International business grew over the second half of the twentieth century partly because of liberalisation of both trade and investment and partly because doing business internationally had become easier. In terms of liberalisation, the General Agreement on Tariffs and Trade (GATT) negotiation rounds resulted in trade liberalisation and this was continued with the formation of the World Trade Organisation (WTO) in 1995. At the same time, worldwide capital movements were liberalised by most governments, particularly with the advent of electronic funds transfers. In addition, the introduction of a new European monetary unit, the Euro, into circulation in January 2002 has impacted international business economically. The Euro is the currency of two-thirds the European Union member countries. Presently there are 28 countries in the European Union.
The United States dollar continues to struggle against the Euro and the impacts are being felt across industries worldwide.
In terms of ease of doing business internationally, two major forces are important:
1. Technological developments which make global communication and transportation relatively quick and convenient.
2. The disappearance of substantial part of the communist world, opening many of the world’s economies to private business.

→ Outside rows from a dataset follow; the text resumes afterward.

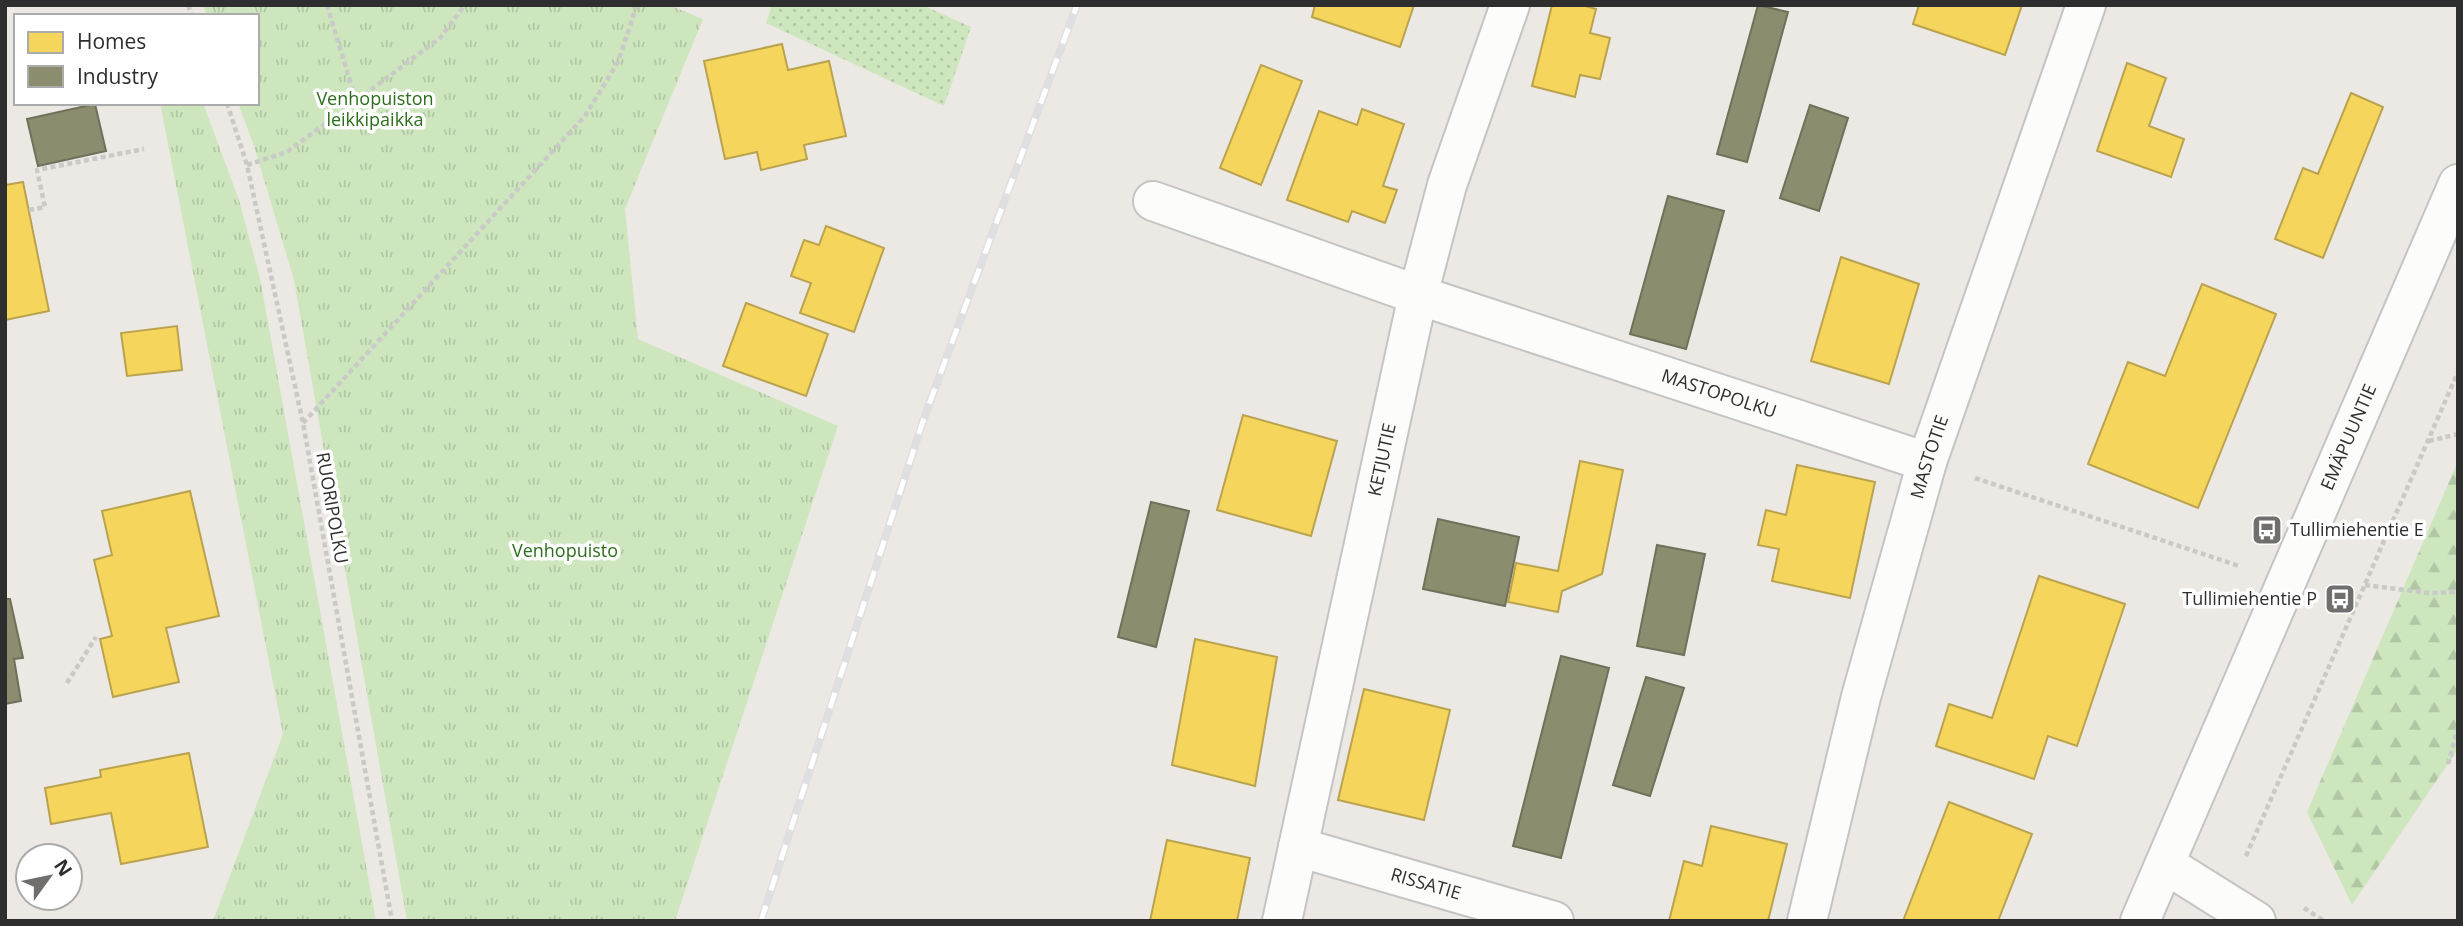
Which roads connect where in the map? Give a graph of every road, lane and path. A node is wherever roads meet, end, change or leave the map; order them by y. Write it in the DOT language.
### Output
graph roads {
  1 [pos="327,5"];
  2 [pos="465,5"];
  3 [pos="637,5"];
  4 [pos="1510,5"];
  5 [pos="2086,5"];
  6 [pos="356,101"];
  7 [pos="228,105"];
  8 [pos="144,149"];
  9 [pos="247,165"];
  10 [pos="2458,184"];
  11 [pos="1153,201"];
  12 [pos="29,210"];
  13 [pos="1418,295"];
  14 [pos="2458,372"];
  15 [pos="303,423"];
  16 [pos="2458,434"];
  17 [pos="2428,441"];
  18 [pos="1927,462"];
  19 [pos="2287,582"];
  20 [pos="2364,585"];
  21 [pos="2458,592"];
  22 [pos="96,637"];
  23 [pos="67,683"];
  24 [pos="2458,727"];
  25 [pos="2448,764"];
  26 [pos="1298,847"];
  27 [pos="2165,864"];
  28 [pos="2241,911"];
  29 [pos="392,921"];
  30 [pos="1282,921"];
  31 [pos="1554,921"];
  32 [pos="1807,921"];
  33 [pos="2140,921"];
  1 -- 6 [label="path"];
  2 -- 6 [label="path"];
  3 -- 15 [label="path"];
  4 -- 13 [label="street, KETJUTIE"];
  5 -- 18 [label="street, MASTOTIE"];
  6 -- 9 [label="path"];
  7 -- 9 [label="path, RUORIPOLKU"];
  8 -- 12 [label="path"];
  9 -- 15 [label="path, RUORIPOLKU"];
  10 -- 19 [label="street, EMÄPUUNTIE"];
  11 -- 13 [label="street, MASTOPOLKU"];
  13 -- 18 [label="street, MASTOPOLKU"];
  13 -- 26 [label="street, KETJUTIE"];
  14 -- 17 [label="path"];
  15 -- 29 [label="path, RUORIPOLKU"];
  16 -- 17 [label="path"];
  17 -- 20 [label="path"];
  18 -- 19 [label="path"];
  18 -- 32 [label="street, MASTOTIE"];
  19 -- 27 [label="street, EMÄPUUNTIE"];
  20 -- 21 [label="path"];
  20 -- 28 [label="path"];
  22 -- 23 [label="path"];
  24 -- 25 [label="path"];
  26 -- 30 [label="street, KETJUTIE"];
  26 -- 31 [label="street, RISSATIE"];
  27 -- 28 [label="street"];
  27 -- 33 [label="street, EMÄPUUNTIE"];
}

International business is different from domestic business. The following are the points of difference between international business and domestic business :
International business means carrying of business activities beyond national boundary whereas business activities in case of domestic business are limited to the length and breadth of the country.
1. Transactions in international business are mostly intra-firm, apart from the inter-firm transactions where goods and raw material remain between the parent company and the subsidiary company whereas transactions in domestic business are inter-firm.
2. Another point of difference is that international business is typically costlier than domestic business. The reason is that a border typically imposes additional costs such as tarins, time costs due to border delays and costs associated with country differences such as
language, the legal system or a different culture.
3. Another difference between domestic and international trade is that factor of production such as capital and labour are typically more mobile within a country than across countries.
Q.3, Discuss the various approaches of international business.
Ans. The various approaches of international business are as follows:
1. Ethnocentric Approach : This approach is based on the assumption that consumer needs and market conditions are more or less homogeneous in international business as a result of globalisation. A firm markets its products developed for the home market with little adaptation. Generally, an exporting firm in the initial phases of internationalisation relies too heavily on product expansion in international market.
This market extension approach of product development facilitates cost minimisation in various functional areas and a firm gains rapid entry into international markets. However, the ethnocentric approach does not always lead to maximisation of market share and profits in international markets since the local competitors are in a relatively better position to satisfy consumers needs.